April 13, 1998|CAROL KRUCOFF

They're the "grab of flab" on the sides of the waist that give your sweetheart more of you to love. Known as "love handles," they're not found in any anatomy text, but they're a familiar sight around countless American middles--especially those of middle-aged men.

"The average American male picks up five to 10 pounds between his 25th and 35th birthday," says research scientist David F. Williamson of the federal Centers for Disease Control and Prevention in Atlanta. Men's excess fat tends to accumulate in the midsection, largely as a result of hormones and heredity.

Although women typically pick up a little more weight than men during this same decade, their excess fat is usually stored in the lower body, giving most overweight women a pear shape, compared with most overweight men's apple silhouette. Research suggests that abdominal fat carries health risks not associated with extra pounds stored elsewhere, which means that apple-shaped people have a greater likelihood of numerous diseases, including heart disease and diabetes.

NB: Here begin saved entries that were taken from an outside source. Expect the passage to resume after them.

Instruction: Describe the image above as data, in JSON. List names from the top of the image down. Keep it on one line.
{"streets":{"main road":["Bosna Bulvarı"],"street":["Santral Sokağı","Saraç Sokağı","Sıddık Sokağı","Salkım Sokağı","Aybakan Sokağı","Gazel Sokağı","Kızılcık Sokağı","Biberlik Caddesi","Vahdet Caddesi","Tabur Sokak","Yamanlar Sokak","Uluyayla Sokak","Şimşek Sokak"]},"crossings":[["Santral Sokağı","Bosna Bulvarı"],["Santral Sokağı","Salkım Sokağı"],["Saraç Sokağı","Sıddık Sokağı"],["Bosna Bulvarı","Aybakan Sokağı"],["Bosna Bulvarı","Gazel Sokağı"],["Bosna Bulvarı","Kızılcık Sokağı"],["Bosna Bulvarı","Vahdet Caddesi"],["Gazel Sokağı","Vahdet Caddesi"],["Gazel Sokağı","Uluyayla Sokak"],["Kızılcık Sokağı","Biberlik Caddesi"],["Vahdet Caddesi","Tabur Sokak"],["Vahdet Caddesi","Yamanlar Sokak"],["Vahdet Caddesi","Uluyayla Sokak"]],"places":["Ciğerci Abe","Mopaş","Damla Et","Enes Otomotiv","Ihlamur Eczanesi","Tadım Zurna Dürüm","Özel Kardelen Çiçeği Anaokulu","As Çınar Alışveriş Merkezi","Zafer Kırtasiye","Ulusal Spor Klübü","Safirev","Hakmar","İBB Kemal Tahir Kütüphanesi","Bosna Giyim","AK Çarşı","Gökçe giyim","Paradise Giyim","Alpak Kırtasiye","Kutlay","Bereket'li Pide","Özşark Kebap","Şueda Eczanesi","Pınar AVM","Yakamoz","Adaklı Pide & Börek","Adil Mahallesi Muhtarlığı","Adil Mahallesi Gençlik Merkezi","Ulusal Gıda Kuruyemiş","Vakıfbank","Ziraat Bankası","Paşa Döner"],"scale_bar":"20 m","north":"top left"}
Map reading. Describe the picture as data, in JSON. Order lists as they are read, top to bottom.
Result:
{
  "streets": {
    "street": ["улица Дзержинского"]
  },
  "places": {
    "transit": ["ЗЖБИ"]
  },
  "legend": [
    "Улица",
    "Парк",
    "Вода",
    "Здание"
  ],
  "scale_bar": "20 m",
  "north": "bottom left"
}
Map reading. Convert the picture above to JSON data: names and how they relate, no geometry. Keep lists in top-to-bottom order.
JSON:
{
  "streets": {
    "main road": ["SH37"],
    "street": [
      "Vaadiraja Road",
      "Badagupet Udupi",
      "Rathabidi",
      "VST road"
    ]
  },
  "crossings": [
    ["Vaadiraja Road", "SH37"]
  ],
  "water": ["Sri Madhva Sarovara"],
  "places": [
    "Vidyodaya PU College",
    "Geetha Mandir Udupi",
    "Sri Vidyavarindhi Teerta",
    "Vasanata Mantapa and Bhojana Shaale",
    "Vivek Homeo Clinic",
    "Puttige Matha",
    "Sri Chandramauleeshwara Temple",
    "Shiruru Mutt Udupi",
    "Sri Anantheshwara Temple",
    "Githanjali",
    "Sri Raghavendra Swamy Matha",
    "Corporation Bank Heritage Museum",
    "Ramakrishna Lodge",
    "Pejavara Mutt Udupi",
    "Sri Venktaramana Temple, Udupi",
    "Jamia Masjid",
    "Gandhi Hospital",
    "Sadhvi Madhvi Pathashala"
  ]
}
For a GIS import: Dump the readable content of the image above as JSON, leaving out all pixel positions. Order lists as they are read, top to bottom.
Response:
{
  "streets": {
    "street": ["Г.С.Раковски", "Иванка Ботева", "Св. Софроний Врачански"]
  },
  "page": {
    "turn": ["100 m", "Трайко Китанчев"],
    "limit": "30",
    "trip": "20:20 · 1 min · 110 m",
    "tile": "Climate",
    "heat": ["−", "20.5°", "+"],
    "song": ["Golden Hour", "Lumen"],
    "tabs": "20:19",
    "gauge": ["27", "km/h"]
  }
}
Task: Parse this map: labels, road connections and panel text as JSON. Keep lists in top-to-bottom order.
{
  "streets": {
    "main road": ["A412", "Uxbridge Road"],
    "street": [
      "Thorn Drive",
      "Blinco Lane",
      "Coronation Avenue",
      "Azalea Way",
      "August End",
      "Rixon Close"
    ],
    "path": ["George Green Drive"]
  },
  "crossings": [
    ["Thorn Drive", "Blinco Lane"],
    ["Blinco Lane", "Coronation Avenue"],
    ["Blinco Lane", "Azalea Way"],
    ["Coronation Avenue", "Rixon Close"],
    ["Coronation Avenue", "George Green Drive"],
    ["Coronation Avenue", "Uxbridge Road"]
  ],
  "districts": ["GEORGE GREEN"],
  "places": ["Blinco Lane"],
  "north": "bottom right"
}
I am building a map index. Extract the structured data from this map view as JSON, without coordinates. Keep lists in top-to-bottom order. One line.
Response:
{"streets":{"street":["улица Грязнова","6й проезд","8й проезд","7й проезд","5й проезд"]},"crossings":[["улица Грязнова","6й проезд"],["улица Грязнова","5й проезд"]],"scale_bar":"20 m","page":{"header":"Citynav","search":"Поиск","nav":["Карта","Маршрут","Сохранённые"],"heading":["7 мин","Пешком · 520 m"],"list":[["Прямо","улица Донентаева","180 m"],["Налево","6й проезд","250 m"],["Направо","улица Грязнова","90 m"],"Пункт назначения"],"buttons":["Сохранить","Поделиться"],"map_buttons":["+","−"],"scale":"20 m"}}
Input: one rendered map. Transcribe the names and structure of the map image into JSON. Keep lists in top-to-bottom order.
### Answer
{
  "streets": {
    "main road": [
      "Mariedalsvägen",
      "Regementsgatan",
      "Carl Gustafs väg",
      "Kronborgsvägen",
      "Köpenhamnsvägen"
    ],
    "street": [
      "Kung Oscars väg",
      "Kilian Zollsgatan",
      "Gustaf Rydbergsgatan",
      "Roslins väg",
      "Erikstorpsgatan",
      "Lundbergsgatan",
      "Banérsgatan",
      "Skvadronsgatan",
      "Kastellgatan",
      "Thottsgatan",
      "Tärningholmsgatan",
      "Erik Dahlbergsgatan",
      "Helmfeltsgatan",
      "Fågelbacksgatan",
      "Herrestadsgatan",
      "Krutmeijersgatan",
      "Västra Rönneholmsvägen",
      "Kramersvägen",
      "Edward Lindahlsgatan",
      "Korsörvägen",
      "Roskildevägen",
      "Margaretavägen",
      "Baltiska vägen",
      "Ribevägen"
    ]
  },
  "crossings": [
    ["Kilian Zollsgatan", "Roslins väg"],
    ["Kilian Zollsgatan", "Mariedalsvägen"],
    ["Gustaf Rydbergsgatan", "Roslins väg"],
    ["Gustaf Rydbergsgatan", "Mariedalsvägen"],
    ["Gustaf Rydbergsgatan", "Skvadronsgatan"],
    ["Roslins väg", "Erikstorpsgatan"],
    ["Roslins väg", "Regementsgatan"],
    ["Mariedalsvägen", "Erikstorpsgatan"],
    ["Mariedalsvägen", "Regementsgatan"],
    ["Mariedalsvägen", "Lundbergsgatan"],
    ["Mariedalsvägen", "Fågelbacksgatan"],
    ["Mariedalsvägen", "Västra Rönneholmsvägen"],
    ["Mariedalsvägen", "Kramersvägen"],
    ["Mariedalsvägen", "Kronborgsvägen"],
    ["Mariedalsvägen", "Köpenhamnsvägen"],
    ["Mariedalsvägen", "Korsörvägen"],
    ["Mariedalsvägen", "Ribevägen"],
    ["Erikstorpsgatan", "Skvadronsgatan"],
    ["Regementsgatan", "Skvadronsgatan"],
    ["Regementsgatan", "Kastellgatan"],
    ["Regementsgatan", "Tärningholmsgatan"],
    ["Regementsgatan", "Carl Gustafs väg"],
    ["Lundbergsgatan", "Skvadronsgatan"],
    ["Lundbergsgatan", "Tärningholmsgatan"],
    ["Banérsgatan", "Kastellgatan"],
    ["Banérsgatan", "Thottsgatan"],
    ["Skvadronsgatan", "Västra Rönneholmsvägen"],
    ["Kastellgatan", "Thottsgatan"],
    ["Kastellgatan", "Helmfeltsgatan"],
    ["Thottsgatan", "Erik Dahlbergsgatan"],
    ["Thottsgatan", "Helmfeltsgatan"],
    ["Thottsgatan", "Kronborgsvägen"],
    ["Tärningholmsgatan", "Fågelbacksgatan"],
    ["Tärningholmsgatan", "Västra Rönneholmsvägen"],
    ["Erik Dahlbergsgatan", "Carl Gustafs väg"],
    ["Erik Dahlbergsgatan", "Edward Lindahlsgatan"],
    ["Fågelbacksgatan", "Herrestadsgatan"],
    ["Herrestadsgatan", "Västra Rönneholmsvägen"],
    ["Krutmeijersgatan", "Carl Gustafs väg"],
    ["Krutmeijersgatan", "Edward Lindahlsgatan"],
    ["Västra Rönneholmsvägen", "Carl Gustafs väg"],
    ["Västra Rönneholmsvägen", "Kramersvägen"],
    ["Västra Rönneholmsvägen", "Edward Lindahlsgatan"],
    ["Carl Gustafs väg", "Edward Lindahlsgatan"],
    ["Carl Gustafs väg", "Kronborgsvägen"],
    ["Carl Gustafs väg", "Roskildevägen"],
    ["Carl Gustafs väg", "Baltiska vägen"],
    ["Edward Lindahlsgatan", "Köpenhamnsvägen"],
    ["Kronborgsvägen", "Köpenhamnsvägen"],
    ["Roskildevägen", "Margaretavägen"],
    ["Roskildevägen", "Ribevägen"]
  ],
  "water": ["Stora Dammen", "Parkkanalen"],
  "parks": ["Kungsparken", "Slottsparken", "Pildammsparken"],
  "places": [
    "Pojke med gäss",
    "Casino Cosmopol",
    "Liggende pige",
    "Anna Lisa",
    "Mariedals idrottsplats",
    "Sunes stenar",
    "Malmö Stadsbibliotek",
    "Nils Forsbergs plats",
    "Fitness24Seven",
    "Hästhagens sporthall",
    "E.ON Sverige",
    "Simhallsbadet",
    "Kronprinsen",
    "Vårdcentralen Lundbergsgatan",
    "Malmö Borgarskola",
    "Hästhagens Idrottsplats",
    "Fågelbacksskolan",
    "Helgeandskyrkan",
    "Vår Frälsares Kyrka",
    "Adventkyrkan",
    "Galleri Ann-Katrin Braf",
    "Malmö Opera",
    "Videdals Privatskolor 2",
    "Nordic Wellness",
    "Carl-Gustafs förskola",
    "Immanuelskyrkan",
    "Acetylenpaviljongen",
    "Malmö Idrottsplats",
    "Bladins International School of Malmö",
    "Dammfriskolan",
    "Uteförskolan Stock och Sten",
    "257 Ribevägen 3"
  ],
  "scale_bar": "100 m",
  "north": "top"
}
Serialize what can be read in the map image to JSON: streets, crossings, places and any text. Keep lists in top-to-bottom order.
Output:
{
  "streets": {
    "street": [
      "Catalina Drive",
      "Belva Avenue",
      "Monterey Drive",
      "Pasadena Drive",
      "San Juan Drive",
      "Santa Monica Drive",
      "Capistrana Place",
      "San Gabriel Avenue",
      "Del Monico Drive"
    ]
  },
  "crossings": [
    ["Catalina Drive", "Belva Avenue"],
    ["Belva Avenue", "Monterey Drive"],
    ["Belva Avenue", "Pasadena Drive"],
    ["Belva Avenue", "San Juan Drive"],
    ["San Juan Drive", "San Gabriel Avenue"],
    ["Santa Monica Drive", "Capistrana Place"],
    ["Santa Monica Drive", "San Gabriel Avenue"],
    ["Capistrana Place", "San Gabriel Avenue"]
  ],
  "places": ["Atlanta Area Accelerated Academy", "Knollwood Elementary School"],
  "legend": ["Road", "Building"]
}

Whether love handles carry this extra risk is the subject of some controversy. Most experts agree that a potbelly is worse for you than "thunder thighs." But some consider the fat on the sides of the waist to be a cosmetic issue rather than a health problem, while others contend that flank flab is as bad as belly bulge.

"In general, if the circumference of the abdomen is greater than 40 inches in men or 35 inches in women, there is a good chance that person has significant visceral fat, which puts people at greater health risk," says internist Dr. Michael Hamilton, director of the Duke University Diet and Fitness Center in Durham, N.C. This measurement should be taken at the natural indentation of the waist, as seen from behind.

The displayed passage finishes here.